I think the right way to live with labels is to move fluidly into them and out of them and around them. It’s good to be each thing that you are sometimes, but not all the time.

For instance, I’m a Christian at church and, in some very basic ways, I’m a Christian wherever I go. But if I stop to help someone on the street, I’m not a Christian to them unless (until) they ask me about it or see the cross around my neck. It works for me to be open about it, but not bring it up all the time (some people are uncomfortable with it). If I had to deal with everyone I knew keeping “Corry the Christian” in the forefront of their minds the entire time they were dealing with me, I’d probably go nuts and say “can’t I just be an ordinary person like everyone else!” at some point.

I think what wears some people out is that their labels are so loud that everyone else makes them wear those labels all the time. Wanting to take off the label and be other parts of yourself for a bit isn’t being untrue to who you really are, it’s just wanting to balance your life between all the parts of your identity.

  pickypenelope wrote @

Thank you for your brilliant as usual insight Corry. I think this is a very big part of it. We’re all giant assemblages of stuff, when any one thing gets out of whack it’s just bad all the way around.

  annierose55 wrote @

I like this blog….I think will hang out here for a while. Hmmmmmm?

  pickypenelope wrote @

Welcome.

  DDA wrote @

You wrote, “I simply have never understood why it is necessary for folks to work so hard at othering other folks.”

Categorization and deciding if the things in a category are good or bad is a basic human skill; it applies to everything from finding food (“Things that look like this you can eat; things that look like that will kill you”) to not becoming food (“Things that look like this you can catch; things that look like that can catch you”).

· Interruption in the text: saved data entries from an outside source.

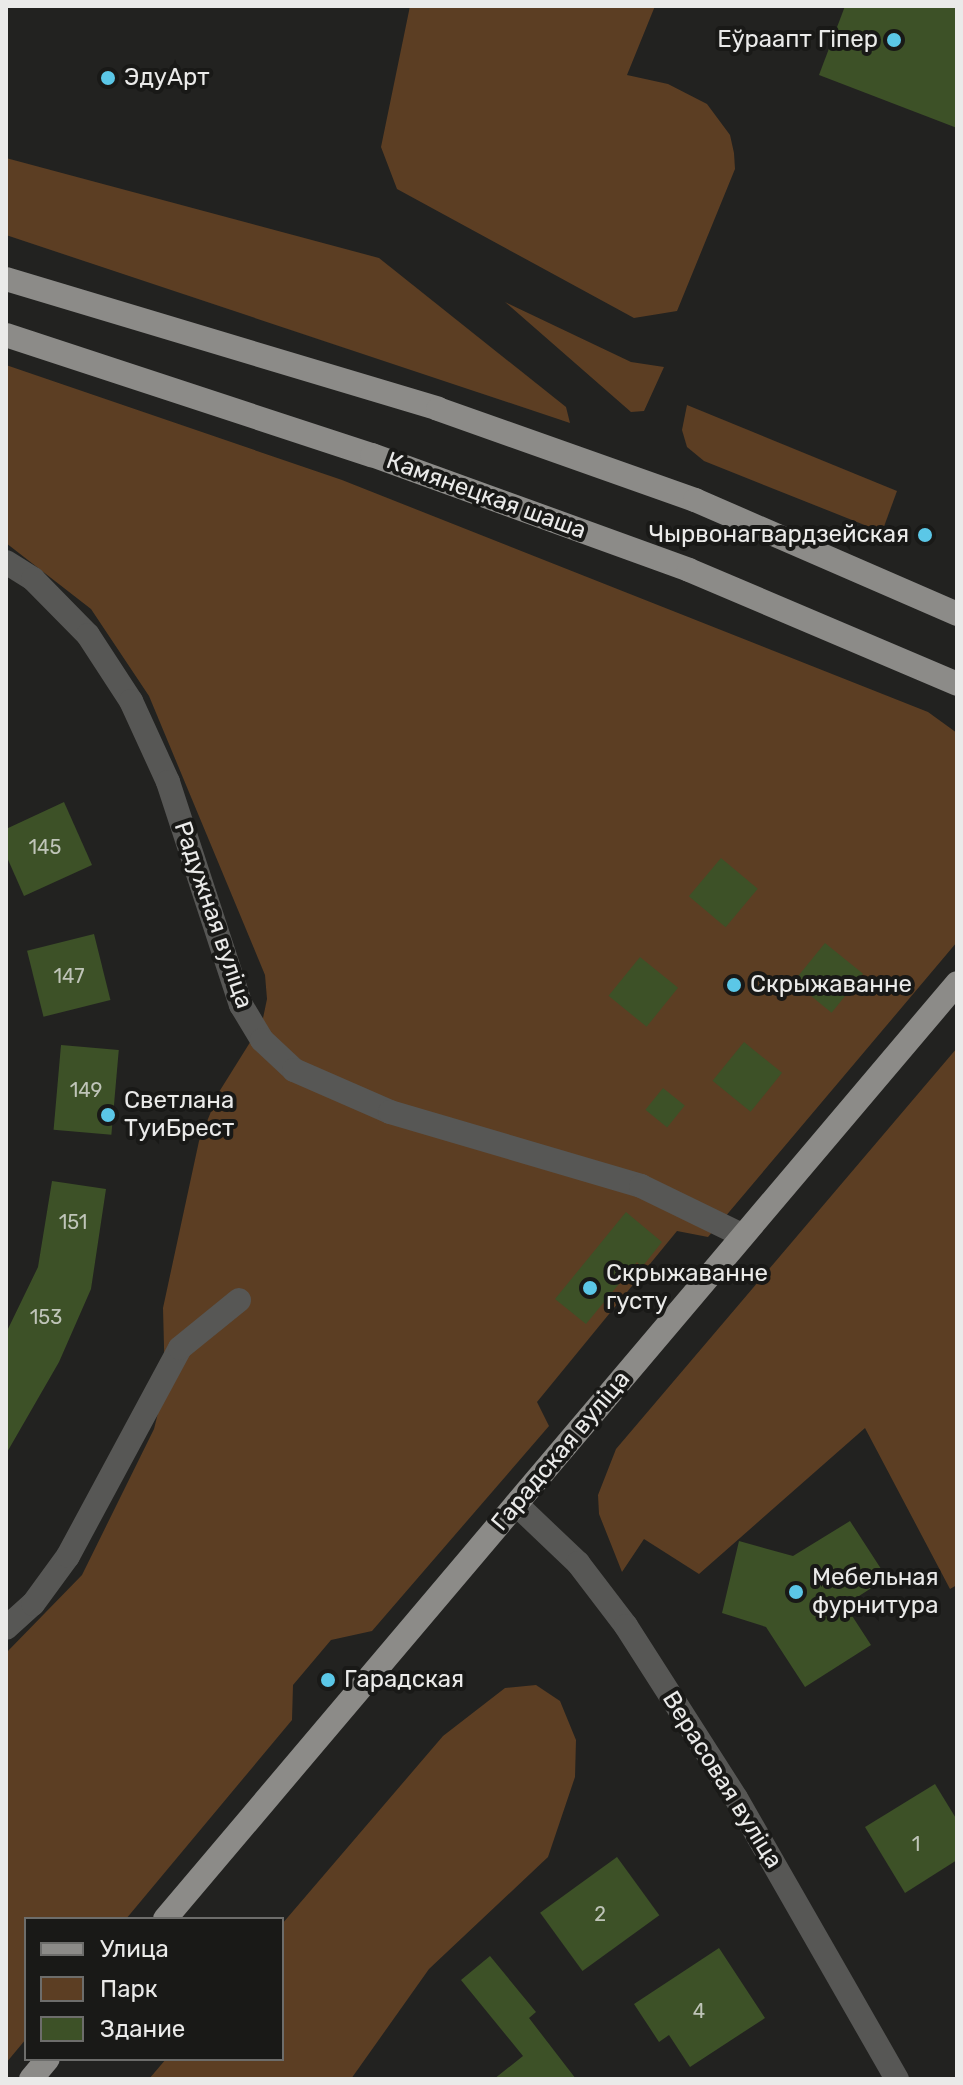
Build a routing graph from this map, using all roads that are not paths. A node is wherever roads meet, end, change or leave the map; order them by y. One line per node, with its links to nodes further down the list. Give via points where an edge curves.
1 (6, 279): 4 (main road, via 438,409 695,500)
2 (6, 335): 5 (main road, Камянецкая шаша, via 357,449 689,570)
3 (6, 562): 7 (street, Радужная вуліца, via 33,579 88,635 131,701 168,782 241,1005 262,1040 294,1070 390,1112 641,1186)
4 (957, 614)
5 (957, 684)
6 (957, 983): 7 (main road, Гарадская вуліца)
7 (742, 1235): 9 (main road, Гарадская вуліца)
8 (239, 1300): 10 (street, via 180,1348 68,1556 33,1604)
9 (516, 1504): 11 (main road, Гарадская вуліца); 14 (street, Верасовая вуліца, via 578,1563 626,1626 736,1798)
10 (6, 1628)
11 (167, 1917)
12 (46, 2061): 13 (main road)
13 (31, 2079)
14 (897, 2079)

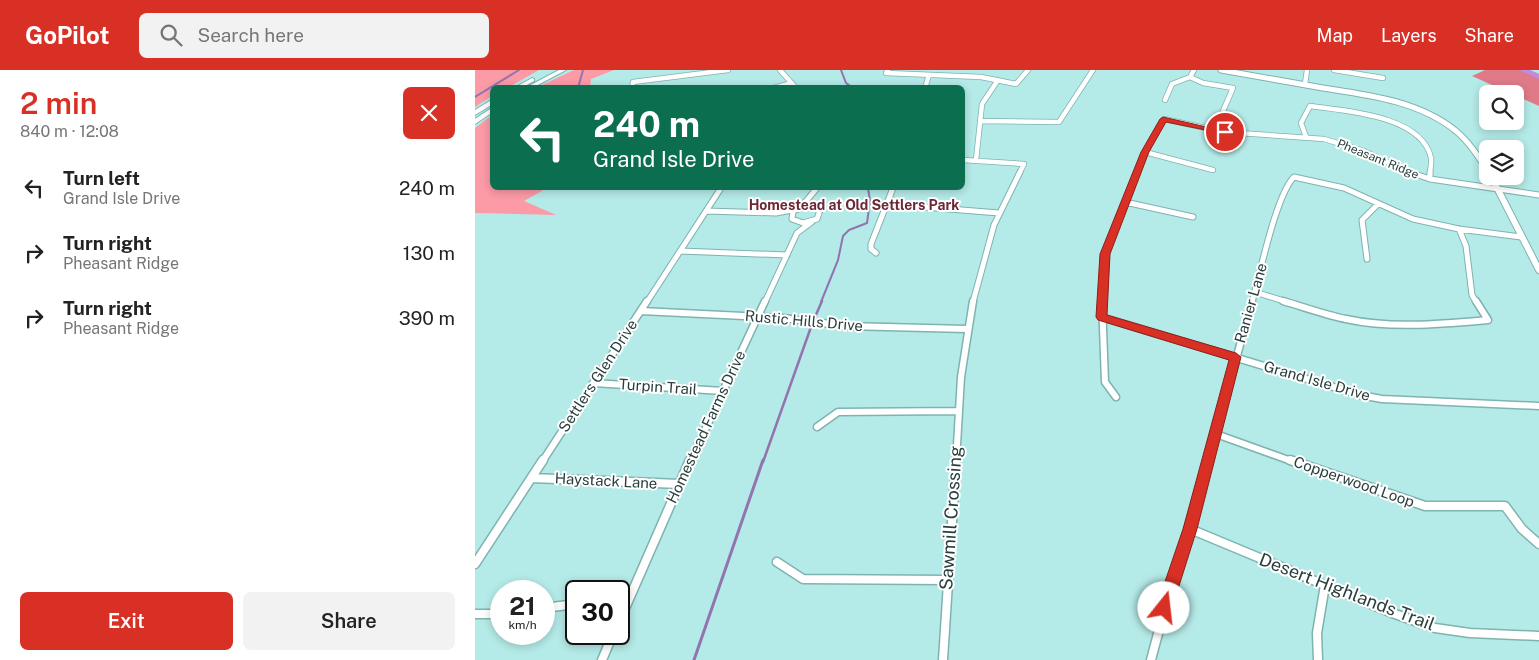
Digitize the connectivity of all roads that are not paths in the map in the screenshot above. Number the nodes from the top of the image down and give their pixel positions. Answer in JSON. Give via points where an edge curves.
{"nodes":[{"id":1,"x":552,"y":70,"type":"edge"},
{"id":2,"x":563,"y":70,"type":"edge"},
{"id":3,"x":728,"y":70,"type":"edge"},
{"id":4,"x":780,"y":70,"type":"edge"},
{"id":5,"x":888,"y":70,"type":"edge"},
{"id":6,"x":1028,"y":70,"type":"edge"},
{"id":7,"x":1093,"y":70,"type":"edge"},
{"id":8,"x":1194,"y":70,"type":"edge"},
{"id":9,"x":1221,"y":70,"type":"edge"},
{"id":10,"x":1307,"y":70,"type":"edge"},
{"id":11,"x":1334,"y":70,"type":"edge"},
{"id":12,"x":929,"y":75,"type":"junction"},
{"id":13,"x":1189,"y":77,"type":"junction"},
{"id":14,"x":1383,"y":78,"type":"dead end"},
{"id":15,"x":998,"y":80,"type":"junction"},
{"id":16,"x":792,"y":83,"type":"joint"},
{"id":17,"x":1305,"y":84,"type":"junction"},
{"id":18,"x":522,"y":85,"type":"edge"},
{"id":19,"x":533,"y":85,"type":"edge"},
{"id":20,"x":632,"y":85,"type":"edge"},
{"id":21,"x":785,"y":85,"type":"edge"},
{"id":22,"x":926,"y":85,"type":"edge"},
{"id":23,"x":1165,"y":100,"type":"dead end"},
{"id":24,"x":490,"y":103,"type":"edge"},
{"id":25,"x":1223,"y":110,"type":"dead end"},
{"id":26,"x":490,"y":111,"type":"edge"},
{"id":27,"x":475,"y":113,"type":"edge"},
{"id":28,"x":981,"y":121,"type":"junction"},
{"id":29,"x":475,"y":122,"type":"edge"},
{"id":30,"x":1306,"y":137,"type":"junction"},
{"id":31,"x":1145,"y":152,"type":"junction"},
{"id":32,"x":1479,"y":154,"type":"edge"},
{"id":33,"x":965,"y":160,"type":"edge"},
{"id":34,"x":977,"y":160,"type":"junction"},
{"id":35,"x":1213,"y":170,"type":"dead end"},
{"id":36,"x":1430,"y":180,"type":"junction"},
{"id":37,"x":1495,"y":185,"type":"edge"},
{"id":38,"x":1497,"y":189,"type":"junction"},
{"id":39,"x":720,"y":190,"type":"edge"},
{"id":40,"x":816,"y":190,"type":"edge"},
{"id":41,"x":892,"y":190,"type":"edge"},
{"id":42,"x":814,"y":194,"type":"junction"},
{"id":43,"x":1539,"y":195,"type":"edge"},
{"id":44,"x":1125,"y":202,"type":"junction"},
{"id":45,"x":887,"y":204,"type":"junction"},
{"id":46,"x":1378,"y":204,"type":"junction"},
{"id":47,"x":799,"y":208,"type":"junction"},
{"id":48,"x":818,"y":208,"type":"junction"},
{"id":49,"x":706,"y":211,"type":"junction"},
{"id":50,"x":776,"y":213,"type":"junction"},
{"id":51,"x":999,"y":213,"type":"junction"},
{"id":52,"x":1193,"y":217,"type":"dead end"},
{"id":53,"x":793,"y":220,"type":"junction"},
{"id":54,"x":813,"y":221,"type":"junction"},
{"id":55,"x":1459,"y":229,"type":"junction"},
{"id":56,"x":797,"y":233,"type":"junction"},
{"id":57,"x":1521,"y":237,"type":"junction"},
{"id":58,"x":680,"y":250,"type":"junction"},
{"id":59,"x":876,"y":253,"type":"dead end"},
{"id":60,"x":787,"y":255,"type":"junction"},
{"id":61,"x":1367,"y":259,"type":"dead end"},
{"id":62,"x":1539,"y":270,"type":"edge"},
{"id":63,"x":1255,"y":292,"type":"junction"},
{"id":64,"x":641,"y":311,"type":"junction"},
{"id":65,"x":757,"y":316,"type":"junction"},
{"id":66,"x":1101,"y":317,"type":"junction"},
{"id":67,"x":967,"y":329,"type":"junction"},
{"id":68,"x":1236,"y":357,"type":"junction"},
{"id":69,"x":593,"y":383,"type":"junction"},
{"id":70,"x":723,"y":391,"type":"junction"},
{"id":71,"x":1116,"y":397,"type":"dead end"},
{"id":72,"x":1539,"y":406,"type":"edge"},
{"id":73,"x":958,"y":411,"type":"junction"},
{"id":74,"x":817,"y":427,"type":"dead end"},
{"id":75,"x":1216,"y":434,"type":"junction"},
{"id":76,"x":532,"y":478,"type":"junction"},
{"id":77,"x":680,"y":484,"type":"junction"},
{"id":78,"x":1190,"y":529,"type":"junction"},
{"id":79,"x":1539,"y":544,"type":"edge"},
{"id":80,"x":777,"y":562,"type":"dead end"},
{"id":81,"x":475,"y":564,"type":"edge"},
{"id":82,"x":946,"y":580,"type":"junction"},
{"id":83,"x":1325,"y":585,"type":"junction"},
{"id":84,"x":630,"y":589,"type":"edge"},
{"id":85,"x":475,"y":614,"type":"edge"},
{"id":86,"x":490,"y":614,"type":"edge"},
{"id":87,"x":1539,"y":636,"type":"edge"},
{"id":88,"x":608,"y":645,"type":"edge"},
{"id":89,"x":602,"y":660,"type":"edge"},
{"id":90,"x":943,"y":660,"type":"edge"},
{"id":91,"x":1151,"y":660,"type":"edge"},
{"id":92,"x":1318,"y":660,"type":"edge"}],
"edges":[{"from":1,"to":18,"type":"main road"},
{"from":2,"to":19,"type":"main road"},
{"from":3,"to":20,"type":"street","via":[[640,80]]},
{"from":4,"to":16,"type":"street"},
{"from":5,"to":12,"type":"street","via":[[886,73]]},
{"from":6,"to":15,"type":"street","via":[[1016,84]]},
{"from":7,"to":28,"type":"street","via":[[1059,122]]},
{"from":8,"to":13,"type":"street"},
{"from":9,"to":17,"type":"street"},
{"from":10,"to":17,"type":"street"},
{"from":11,"to":14,"type":"street"},
{"from":12,"to":15,"type":"street"},
{"from":12,"to":22,"type":"street"},
{"from":13,"to":23,"type":"street","via":[[1175,81]]},
{"from":13,"to":25,"type":"street","via":[[1233,88]]},
{"from":15,"to":28,"type":"street","via":[[984,100]]},
{"from":16,"to":21,"type":"street"},
{"from":17,"to":32,"type":"street","via":[[1391,99],[1437,118],[1468,140]]},
{"from":24,"to":27,"type":"main road"},
{"from":26,"to":29,"type":"main road"},
{"from":28,"to":34,"type":"street"},
{"from":30,"to":31,"type":"street","name":"Pheasant Ridge","via":[[1225,132],[1163,119]]},
{"from":30,"to":36,"type":"street","name":"Pheasant Ridge","via":[[1363,151]]},
{"from":30,"to":36,"type":"street","via":[[1301,123],[1310,106],[1390,121],[1422,140],[1433,165]]},
{"from":31,"to":35,"type":"street","via":[[1201,164]]},
{"from":31,"to":44,"type":"street","name":"Pheasant Ridge"},
{"from":33,"to":34,"type":"street"},
{"from":34,"to":51,"type":"street","name":"Sawmill Crossing","via":[[1025,164]]},
{"from":36,"to":38,"type":"street","name":"Pheasant Ridge"},
{"from":37,"to":38,"type":"street"},
{"from":38,"to":43,"type":"street","name":"Pheasant Ridge"},
{"from":38,"to":57,"type":"street"},
{"from":39,"to":49,"type":"street","name":"Settlers Glen Drive"},
{"from":40,"to":42,"type":"street"},
{"from":41,"to":45,"type":"street"},
{"from":42,"to":47,"type":"street"},
{"from":42,"to":48,"type":"street"},
{"from":44,"to":52,"type":"street"},
{"from":44,"to":66,"type":"street","name":"Pheasant Ridge","via":[[1105,254]]},
{"from":45,"to":51,"type":"street"},
{"from":45,"to":59,"type":"street","via":[[871,244]]},
{"from":46,"to":55,"type":"street","name":"Ranier Lane","via":[[1413,219]]},
{"from":46,"to":61,"type":"street","via":[[1362,220]]},
{"from":46,"to":63,"type":"street","name":"Ranier Lane","via":[[1344,188],[1294,177],[1275,218]]},
{"from":47,"to":48,"type":"street","via":[[810,205]]},
{"from":47,"to":50,"type":"street"},
{"from":47,"to":53,"type":"street","via":[[791,214]]},
{"from":48,"to":54,"type":"street","via":[[820,216]]},
{"from":49,"to":50,"type":"street"},
{"from":49,"to":58,"type":"street","name":"Settlers Glen Drive"},
{"from":50,"to":53,"type":"street"},
{"from":51,"to":67,"type":"street","name":"Sawmill Crossing","via":[[984,254]]},
{"from":53,"to":54,"type":"street"},
{"from":53,"to":56,"type":"street"},
{"from":54,"to":56,"type":"street","name":"Homestead Farms Drive"},
{"from":55,"to":57,"type":"street","name":"Ranier Lane"},
{"from":55,"to":63,"type":"street","via":[[1466,246],[1472,295],[1488,320],[1441,324],[1362,322]]},
{"from":56,"to":60,"type":"street","name":"Homestead Farms Drive"},
{"from":57,"to":62,"type":"street"},
{"from":58,"to":60,"type":"street"},
{"from":58,"to":64,"type":"street","name":"Settlers Glen Drive"},
{"from":60,"to":65,"type":"street","name":"Homestead Farms Drive"},
{"from":63,"to":68,"type":"street","name":"Ranier Lane"},
{"from":64,"to":65,"type":"street","name":"Rustic Hills Drive"},
{"from":64,"to":69,"type":"street","name":"Settlers Glen Drive"},
{"from":65,"to":67,"type":"street","name":"Rustic Hills Drive","via":[[846,326]]},
{"from":65,"to":70,"type":"street","name":"Homestead Farms Drive"},
{"from":66,"to":68,"type":"street","name":"Grand Isle Drive"},
{"from":66,"to":71,"type":"street","name":"Pheasant Ridge","via":[[1105,382]]},
{"from":67,"to":73,"type":"street","name":"Sawmill Crossing"},
{"from":68,"to":72,"type":"street","name":"Grand Isle Drive","via":[[1359,395],[1383,399]]},
{"from":68,"to":75,"type":"street","name":"Ranier Lane"},
{"from":69,"to":70,"type":"street","name":"Turpin Trail"},
{"from":69,"to":76,"type":"street","name":"Settlers Glen Drive"},
{"from":70,"to":77,"type":"street","name":"Homestead Farms Drive"},
{"from":73,"to":74,"type":"street","via":[[838,412]]},
{"from":73,"to":82,"type":"street","name":"Sawmill Crossing"},
{"from":75,"to":78,"type":"street","name":"Ranier Lane"},
{"from":75,"to":79,"type":"street","name":"Copperwood Loop","via":[[1411,503],[1425,506],[1505,506],[1522,529]]},
{"from":76,"to":77,"type":"street","name":"Haystack Lane"},
{"from":76,"to":81,"type":"street","name":"Settlers Glen Drive"},
{"from":77,"to":84,"type":"street","name":"Homestead Farms Drive"},
{"from":78,"to":83,"type":"street","name":"Desert Highlands Trail"},
{"from":78,"to":91,"type":"street","name":"Ranier Lane","via":[[1168,593]]},
{"from":80,"to":82,"type":"street","via":[[803,579]]},
{"from":82,"to":90,"type":"street","name":"Sawmill Crossing"},
{"from":83,"to":87,"type":"street","name":"Desert Highlands Trail","via":[[1435,628]]},
{"from":83,"to":92,"type":"street","via":[[1317,634]]},
{"from":85,"to":86,"type":"street"},
{"from":88,"to":89,"type":"street"}]}
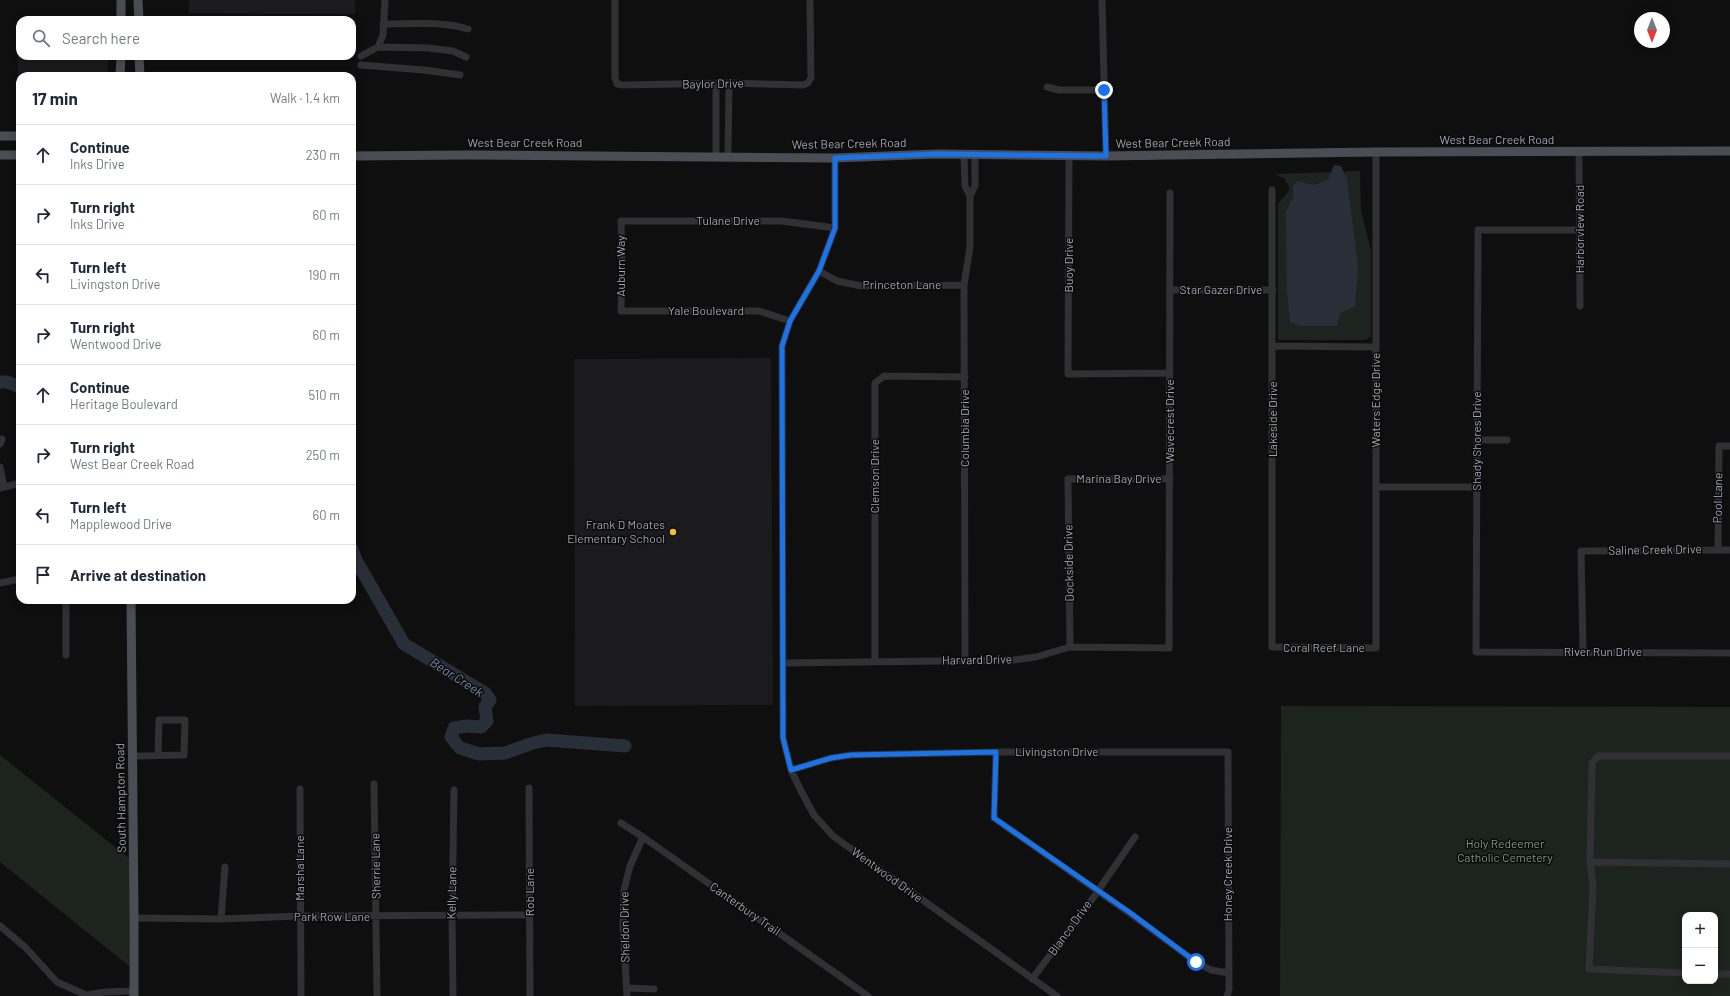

Labels can be descriptive or prescriptive and mixing the two can cause problems; it is one thing to say you are a drummer (descriptive) and quite another to say that since you’re a drummer, you must have all these other qualities (prescriptive). At most, it becomes more likely that you will have qualities some/most drummers have.

What I’ve found is that a lot of people go from having a label to being that label; they begin to define their identity through the label. The label does from an adjective to a noun; they aren’t a gay person, they’re gay. Since their identity is bound up in the label now, they will defend it at all costs and that usually means deciding who is and who isn’t also that label as well as attacking those who don’t treat the label “properly.”

  pickypenelope wrote @

I would argue that no one chooses to turn their label into a noun, the people doing the classifying do. I’ve been working really hard against the tide when it comes to people being referred to as “transgenders.” I think it’s understandable to be defensive about how a label is treated when people will see you as that only. If you really think gay folks are in positions of power when it comes to language I respectfully disagree.